● **What the task asks**:
The data below must be returned in full and exactly.

──────────────────────────────

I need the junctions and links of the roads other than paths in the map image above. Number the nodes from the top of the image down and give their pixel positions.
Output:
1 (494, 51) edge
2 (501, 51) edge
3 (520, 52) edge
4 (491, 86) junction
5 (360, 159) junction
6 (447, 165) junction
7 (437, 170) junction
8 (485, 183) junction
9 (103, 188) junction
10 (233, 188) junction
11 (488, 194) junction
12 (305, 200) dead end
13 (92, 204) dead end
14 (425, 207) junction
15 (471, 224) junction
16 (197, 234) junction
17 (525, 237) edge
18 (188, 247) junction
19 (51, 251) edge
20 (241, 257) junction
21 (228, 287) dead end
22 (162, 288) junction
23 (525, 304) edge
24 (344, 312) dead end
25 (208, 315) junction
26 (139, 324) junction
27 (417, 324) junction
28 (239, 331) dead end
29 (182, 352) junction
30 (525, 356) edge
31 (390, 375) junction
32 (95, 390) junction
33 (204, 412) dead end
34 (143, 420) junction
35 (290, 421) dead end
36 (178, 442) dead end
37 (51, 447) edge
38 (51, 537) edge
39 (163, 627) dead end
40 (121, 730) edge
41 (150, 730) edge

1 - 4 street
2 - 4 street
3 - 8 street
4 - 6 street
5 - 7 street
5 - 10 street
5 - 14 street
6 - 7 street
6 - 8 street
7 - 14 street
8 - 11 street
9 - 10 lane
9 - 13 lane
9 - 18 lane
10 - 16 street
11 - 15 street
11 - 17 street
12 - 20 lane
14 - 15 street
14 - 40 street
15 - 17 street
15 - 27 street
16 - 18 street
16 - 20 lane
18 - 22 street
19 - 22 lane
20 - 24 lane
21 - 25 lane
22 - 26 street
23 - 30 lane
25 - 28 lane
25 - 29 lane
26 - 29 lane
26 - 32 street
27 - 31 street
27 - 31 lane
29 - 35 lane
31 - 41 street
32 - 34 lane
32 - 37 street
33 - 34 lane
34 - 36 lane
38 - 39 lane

──────────────────────────────

● **Worked solution**:
I need the junctions and links of the roads other than paths in the map image above. Number the nodes from the top of the image down and give their pixel positions.
Output:
1 (494, 51) edge
2 (501, 51) edge
3 (520, 52) edge
4 (491, 86) junction
5 (360, 159) junction
6 (447, 165) junction
7 (437, 170) junction
8 (485, 183) junction
9 (103, 188) junction
10 (233, 188) junction
11 (488, 194) junction
12 (305, 200) dead end
13 (92, 204) dead end
14 (425, 207) junction
15 (471, 224) junction
16 (197, 234) junction
17 (525, 237) edge
18 (188, 247) junction
19 (51, 251) edge
20 (241, 257) junction
21 (228, 287) dead end
22 (162, 288) junction
23 (525, 304) edge
24 (344, 312) dead end
25 (208, 315) junction
26 (139, 324) junction
27 (417, 324) junction
28 (239, 331) dead end
29 (182, 352) junction
30 (525, 356) edge
31 (390, 375) junction
32 (95, 390) junction
33 (204, 412) dead end
34 (143, 420) junction
35 (290, 421) dead end
36 (178, 442) dead end
37 (51, 447) edge
38 (51, 537) edge
39 (163, 627) dead end
40 (121, 730) edge
41 (150, 730) edge

1 - 4 street
2 - 4 street
3 - 8 street
4 - 6 street
5 - 7 street
5 - 10 street
5 - 14 street
6 - 7 street
6 - 8 street
7 - 14 street
8 - 11 street
9 - 10 lane
9 - 13 lane
9 - 18 lane
10 - 16 street
11 - 15 street
11 - 17 street
12 - 20 lane
14 - 15 street
14 - 40 street
15 - 17 street
15 - 27 street
16 - 18 street
16 - 20 lane
18 - 22 street
19 - 22 lane
20 - 24 lane
21 - 25 lane
22 - 26 street
23 - 30 lane
25 - 28 lane
25 - 29 lane
26 - 29 lane
26 - 32 street
27 - 31 street
27 - 31 lane
29 - 35 lane
31 - 41 street
32 - 34 lane
32 - 37 street
33 - 34 lane
34 - 36 lane
38 - 39 lane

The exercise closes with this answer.